Efficient DB design with PouchDB/CouchDB

So I was reading a lot about how to actually store and fetch data in an efficient way. Basically my application is about time management/capturing for projects. I am very happy for any opinion on which strategy I should use or even suggestions for other strategies. The main concern is about the limited resources for local storage on the different Browsers.
This is the main data I have to store:
db_projects: This is a database where the projects itself are stored.
db_timestamps: Here go the timestamps per project whenever a project is running.
I came up with the following strategies:
1: Storing the status of the project in the timestamps
When a project is started, there is addad a timestamp to db_timestamps like so:
db_timestamps.put({
_id: String(Date.now()),
title: projectID,
status: status //could be: 1=active/2=inactive/3=paused
})...
This follows the strategy to only add data to the db and not modify any entries. The problem I see here is that if I want to get all active projects for example, I would need to query the whole db_timestamp which can contain thousands of entries. Since I can not use the ID to search all active projects, this could result in a quite heavy DB query.
2: Storing the status of the project in db_projects
Each time a project changes it's status, there is a update to the project itself.
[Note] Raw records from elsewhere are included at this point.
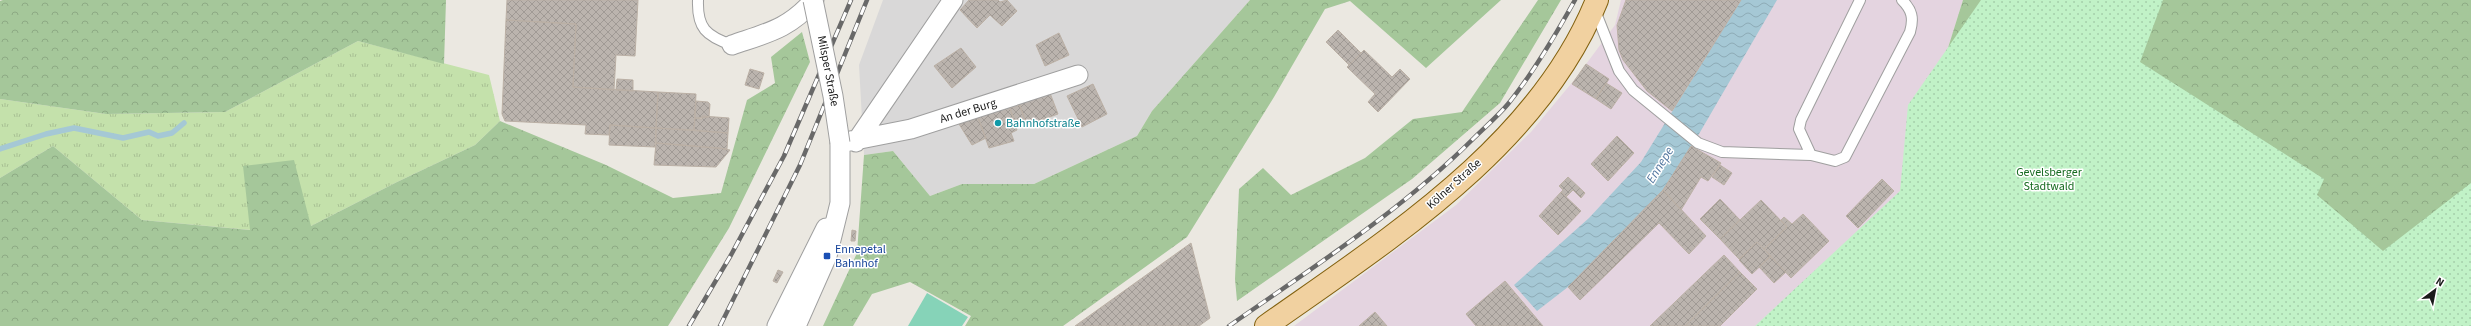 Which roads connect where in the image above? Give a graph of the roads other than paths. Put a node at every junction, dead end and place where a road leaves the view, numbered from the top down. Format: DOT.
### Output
graph roads {
  1 [pos="698,0"];
  2 [pos="814,0"];
  3 [pos="953,0"];
  4 [pos="1860,0"];
  5 [pos="1902,0"];
  6 [pos="1596,4"];
  7 [pos="732,45"];
  8 [pos="1078,75"];
  9 [pos="848,142"];
  10 [pos="1811,155"];
  11 [pos="840,202"];
  12 [pos="777,326"];
  13 [pos="796,326"];
  14 [pos="1266,326"];
  1 -- 7 [label="lane"];
  2 -- 7 [label="street"];
  2 -- 9 [label="street, Milsper Straße, bridge"];
  3 -- 9 [label="street"];
  4 -- 10 [label="lane"];
  5 -- 10 [label="lane"];
  6 -- 10 [label="lane"];
  6 -- 14 [label="main road, Kölner Straße"];
  8 -- 9 [label="street, An der Burg"];
  9 -- 11 [label="street"];
  11 -- 12 [label="street"];
  11 -- 13 [label="street"];
} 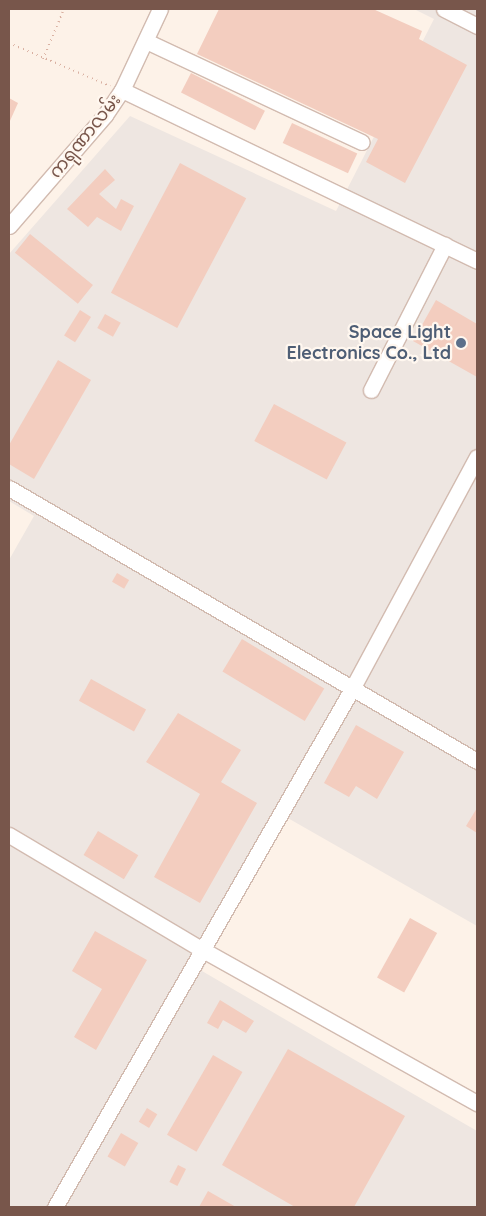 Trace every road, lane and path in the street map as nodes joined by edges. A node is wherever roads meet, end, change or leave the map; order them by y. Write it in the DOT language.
graph roads {
  1 [pos="64,9"];
  2 [pos="160,9"];
  3 [pos="444,9"];
  4 [pos="477,26"];
  5 [pos="146,42"];
  6 [pos="9,44"];
  7 [pos="43,59"];
  8 [pos="122,90"];
  9 [pos="362,142"];
  10 [pos="9,226"];
  11 [pos="445,246"];
  12 [pos="477,262"];
  13 [pos="371,390"];
  14 [pos="477,457"];
  15 [pos="9,488"];
  16 [pos="353,687"];
  17 [pos="477,760"];
  18 [pos="9,835"];
  19 [pos="202,950"];
  20 [pos="477,1103"];
  21 [pos="55,1207"];
  1 -- 7 [label="path"];
  2 -- 5 [label="street, ကရုဏာလမ်း"];
  3 -- 4 [label="street"];
  5 -- 8 [label="street, ကရုဏာလမ်း"];
  5 -- 9 [label="street"];
  6 -- 7 [label="path"];
  7 -- 8 [label="path"];
  8 -- 10 [label="street, ကရုဏာလမ်း"];
  8 -- 11 [label="street"];
  11 -- 12 [label="street"];
  11 -- 13 [label="street"];
  14 -- 16 [label="street"];
  15 -- 16 [label="street"];
  16 -- 17 [label="street"];
  16 -- 19 [label="street"];
  18 -- 19 [label="street"];
  19 -- 20 [label="street"];
  19 -- 21 [label="street"];
} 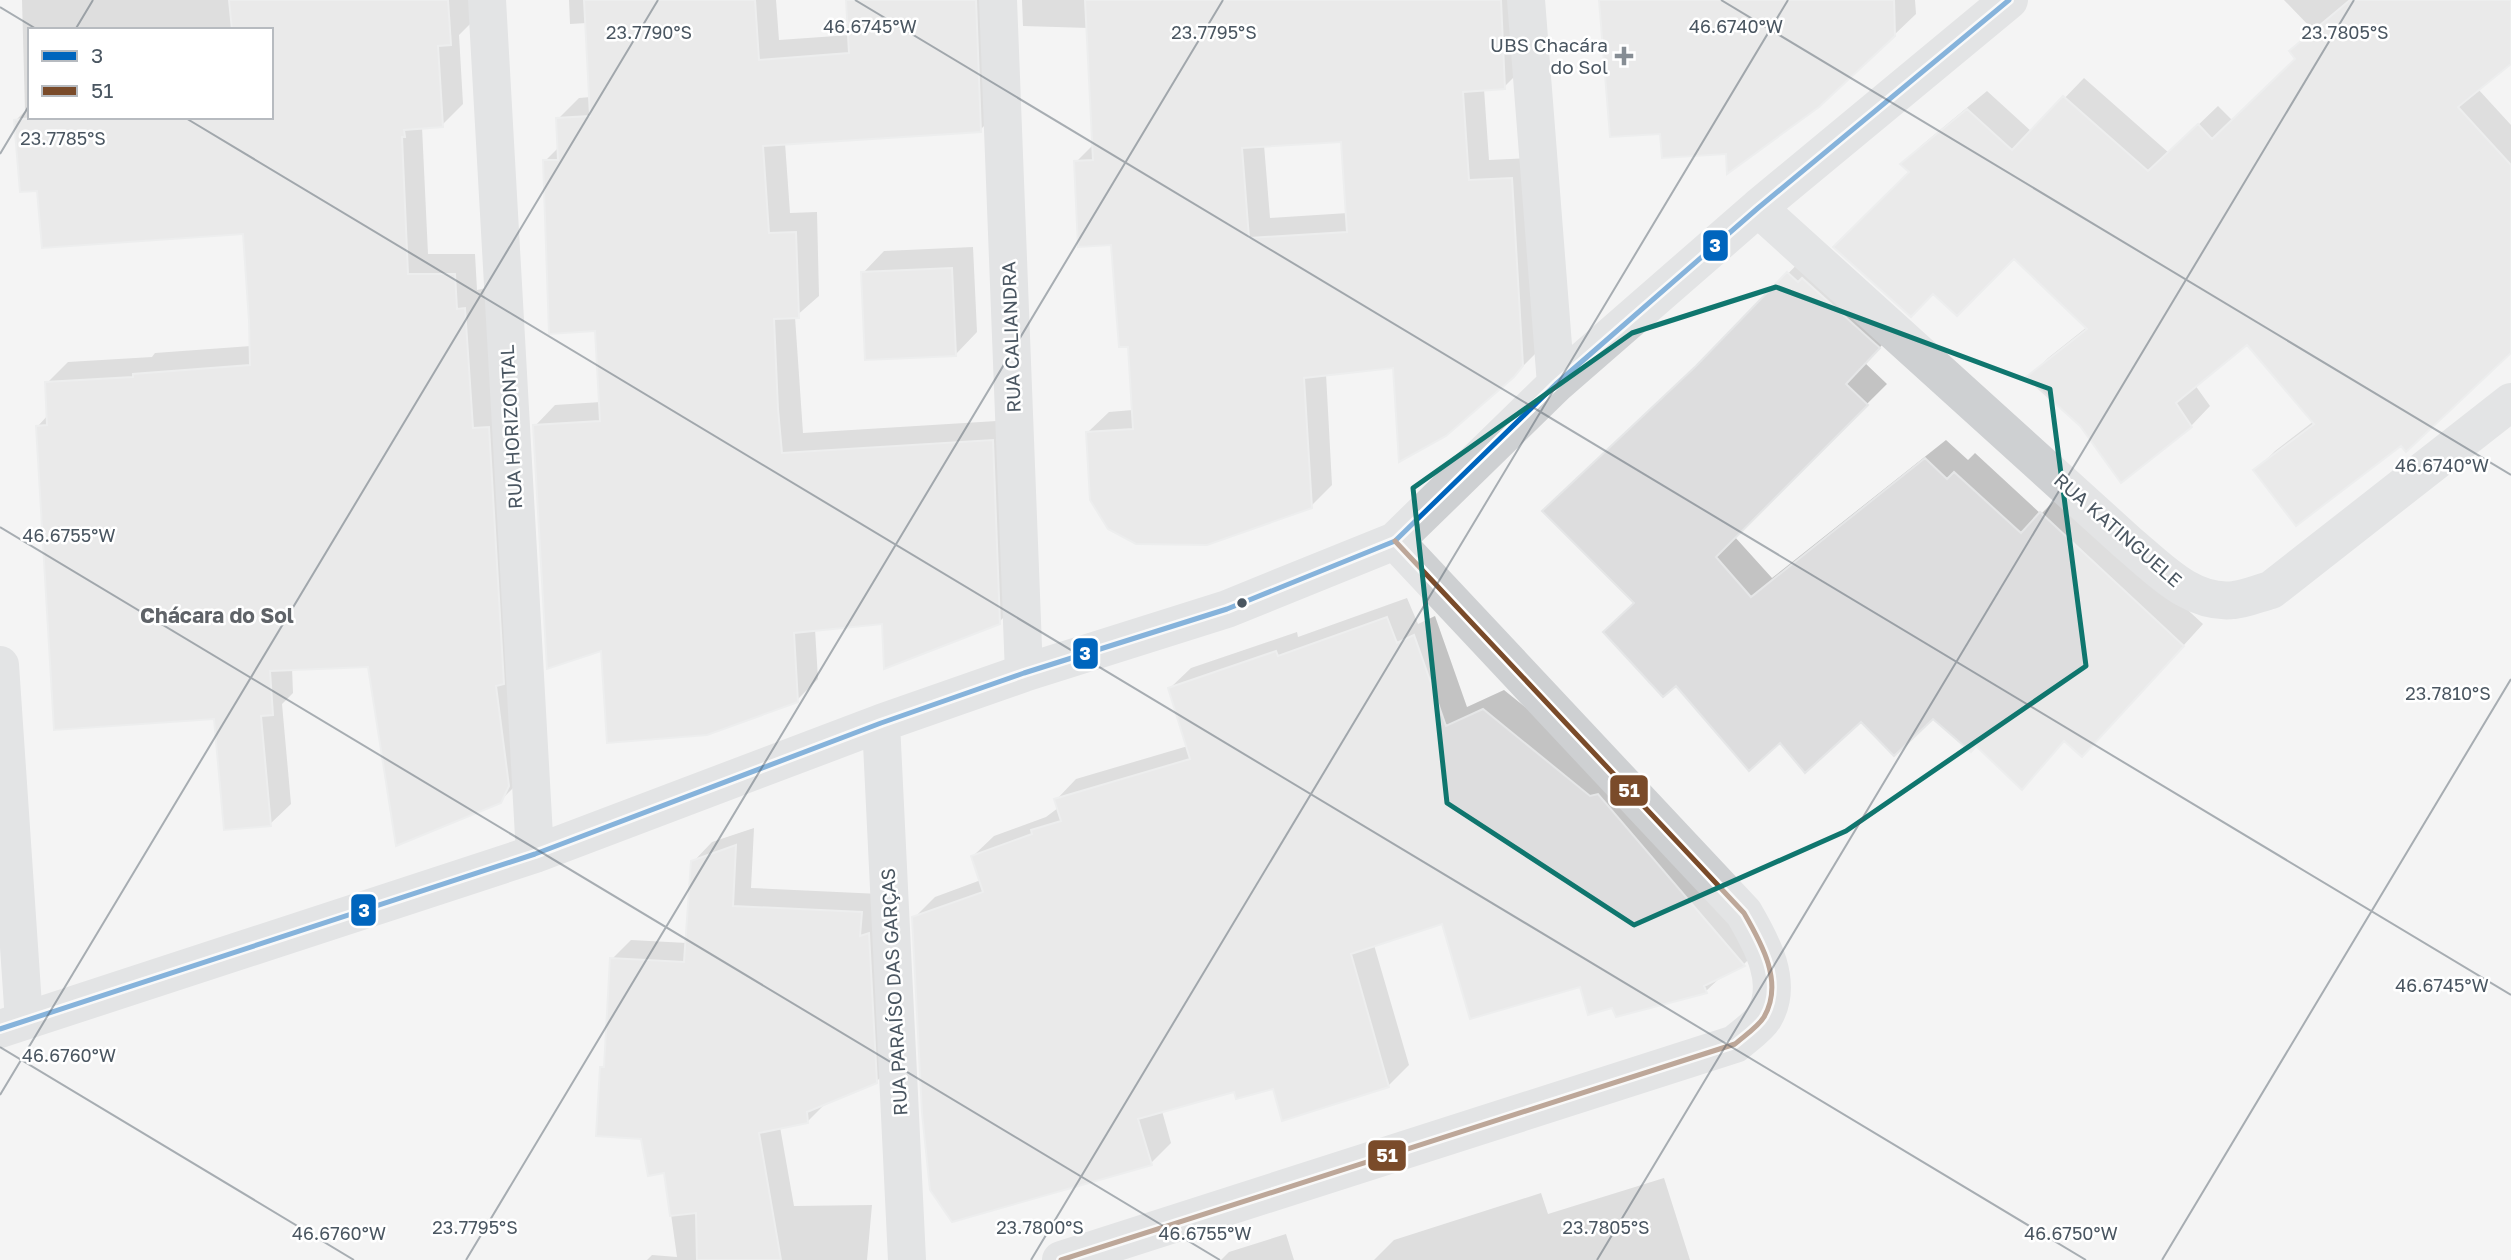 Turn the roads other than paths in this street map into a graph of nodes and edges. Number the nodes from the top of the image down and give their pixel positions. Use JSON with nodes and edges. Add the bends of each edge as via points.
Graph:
{"nodes":[{"id":1,"x":487,"y":0,"type":"edge"},
{"id":2,"x":998,"y":0,"type":"edge"},
{"id":3,"x":1526,"y":0,"type":"edge"},
{"id":4,"x":2009,"y":0,"type":"edge"},
{"id":5,"x":1758,"y":208,"type":"junction"},
{"id":6,"x":1556,"y":384,"type":"junction"},
{"id":7,"x":2511,"y":402,"type":"edge"},
{"id":8,"x":1395,"y":541,"type":"junction"},
{"id":9,"x":0,"y":665,"type":"edge"},
{"id":10,"x":1024,"y":673,"type":"junction"},
{"id":11,"x":881,"y":723,"type":"junction"},
{"id":12,"x":535,"y":853,"type":"junction"},
{"id":13,"x":12,"y":1025,"type":"edge"},
{"id":14,"x":907,"y":1260,"type":"edge"},
{"id":15,"x":1061,"y":1260,"type":"edge"}],
"edges":[{"from":1,"to":12,"type":"street","name":"RUA HORIZONTAL"},
{"from":2,"to":10,"type":"street","name":"RUA CALIANDRA"},
{"from":3,"to":6,"type":"street"},
{"from":4,"to":5,"type":"street"},
{"from":5,"to":6,"type":"street"},
{"from":5,"to":7,"type":"street","name":"RUA KATINGUELE","via":[[2128,543],[2170,579],[2199,596],[2234,601],[2271,590]]},
{"from":6,"to":8,"type":"street"},
{"from":8,"to":10,"type":"street","via":[[1227,609]]},
{"from":8,"to":15,"type":"street","via":[[1744,913],[1762,944],[1774,989],[1763,1018],[1735,1044]]},
{"from":9,"to":13,"type":"street"},
{"from":10,"to":11,"type":"street"},
{"from":11,"to":12,"type":"street"},
{"from":11,"to":14,"type":"street","name":"RUA PARAÍSO DAS GARÇAS"},
{"from":12,"to":13,"type":"street"}]} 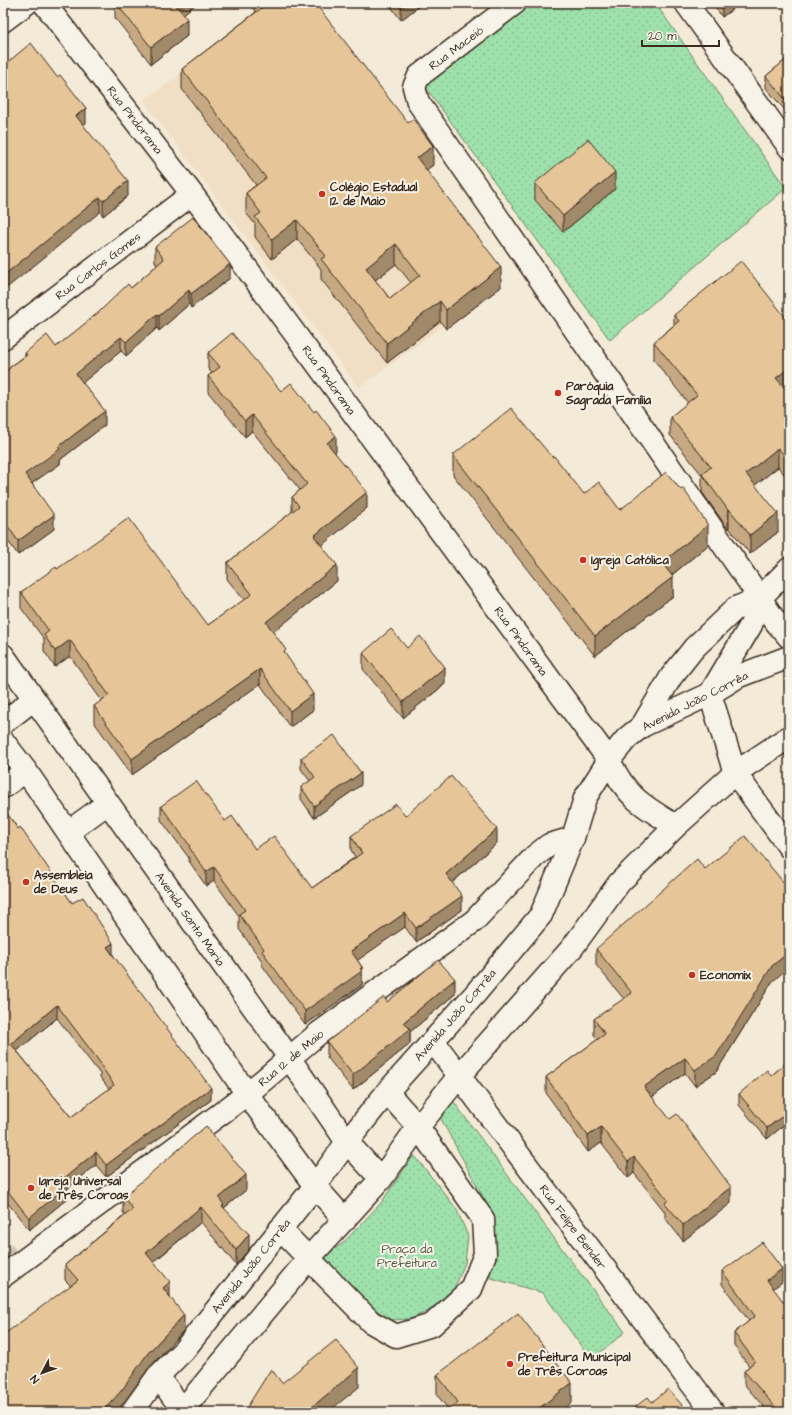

So the "get all active projects"-query would be much resource friendly, since there are a lot less projects than timestamps. But this would also mean that each time a status change happens, the project entry would be revisioned and therefor would produce "a lot" of overhead. I'm also not sure if the compaction feature would do a good job, since not all revision data is deleted (the documents are, but the leaf revisions not). This means for a state change we have at least the _rev information which is still a string of 34 chars for changing only the status (1 char). Or can I delete the leaf revisions after conflict resolution?
3: Storing the status in a separate DB like db_status
This leads to the same problem as in #2 since status changes lead to revisions on this DB. Or if the states would be added in "only add data"-mode (like in #1), it would just quickly fill with entries.
The general problem is that you have a limited amount of space that you could put into indexedDB. On the other hand the principle of ChouchDB is that storage space is cheap (which it is indeed true when you store on the server side only). Here an interesting discussion about that.
So this is the solution that I use for now. I am using a mix between solution 1 and solution 2 from above with the following additions:
Storing only the timesamps in a synced Database (db_timestamps) with the "only add data" principle.
Storing the projects and their states in a separate local (not
synced) database (db_projects). Therefor I still use pouchDB since
it has a lot simpler API than indexedDB.
Storing the new/changed
project status in each timestamp aswell (so you could rebuild db_projects
out of db_timestams if needed)
Deleting db_projects every so often and repopulate it, so the
revision data (overhead for this db in my case) is eliminated and the size is acceptable.
I use the following code to rebuild my DB:
//--------------------------------------------------------------------
function rebuild_db_project(){
db_project.allDocs({
include_docs: true,
//attachments: true
}).then(function (result) {
// do stuff
console.log('I have read the DB and delete it now...');
deleteDB('db_project', '_pouch_DB_Projekte');
return result;
}).then(function (result) {
console.log('Creating the new DB...'+result);
db_project = new PouchDB('DB_Projekte');
var dbContentArray = [];
for (var row in result.rows) {
delete result.rows[row].doc._rev; //delete the revision of the doc. else it would raise an error on the bulkDocs() operation
dbContentArray.push(result.rows[row].doc);
}
return db_project.bulkDocs(dbContentArray);
}).then(function(response){
console.log('I have successfully populated the DB with: '+JSON.stringify(response));
}).catch(function (err) {
console.log(err);
});
}
//--------------------------------------------------------------------
function deleteDB(PouchDB_Name, IndexedDB_Name){
console.log('DELETE');
new PouchDB(PouchDB_Name).destroy().then(function () {
// database destroyed
console.log("pouchDB destroyed.");
}).catch(function (err) {
// error occurred
});
var DBDeleteRequest = window.indexedDB.deleteDatabase(IndexedDB_Name);
DBDeleteRequest.onerror = function(event) {
console.log("Error deleting database.");
};
DBDeleteRequest.onsuccess = function(event) {
console.log("IndexedDB deleted successfully");
console.log(request.result); // should be null
};
}
So I not only use the pouchDB.destroy() command but also the indexedDB.deleteDatabase() command to get the storage freed nearly completely (there is still some 4kB that are not freed, but this is insignificant to me.)
The timings are not really proper but it works for me. I'm happy if somone has an idea to make the timing work properly (The problem for me is that indexedDB does not support promises).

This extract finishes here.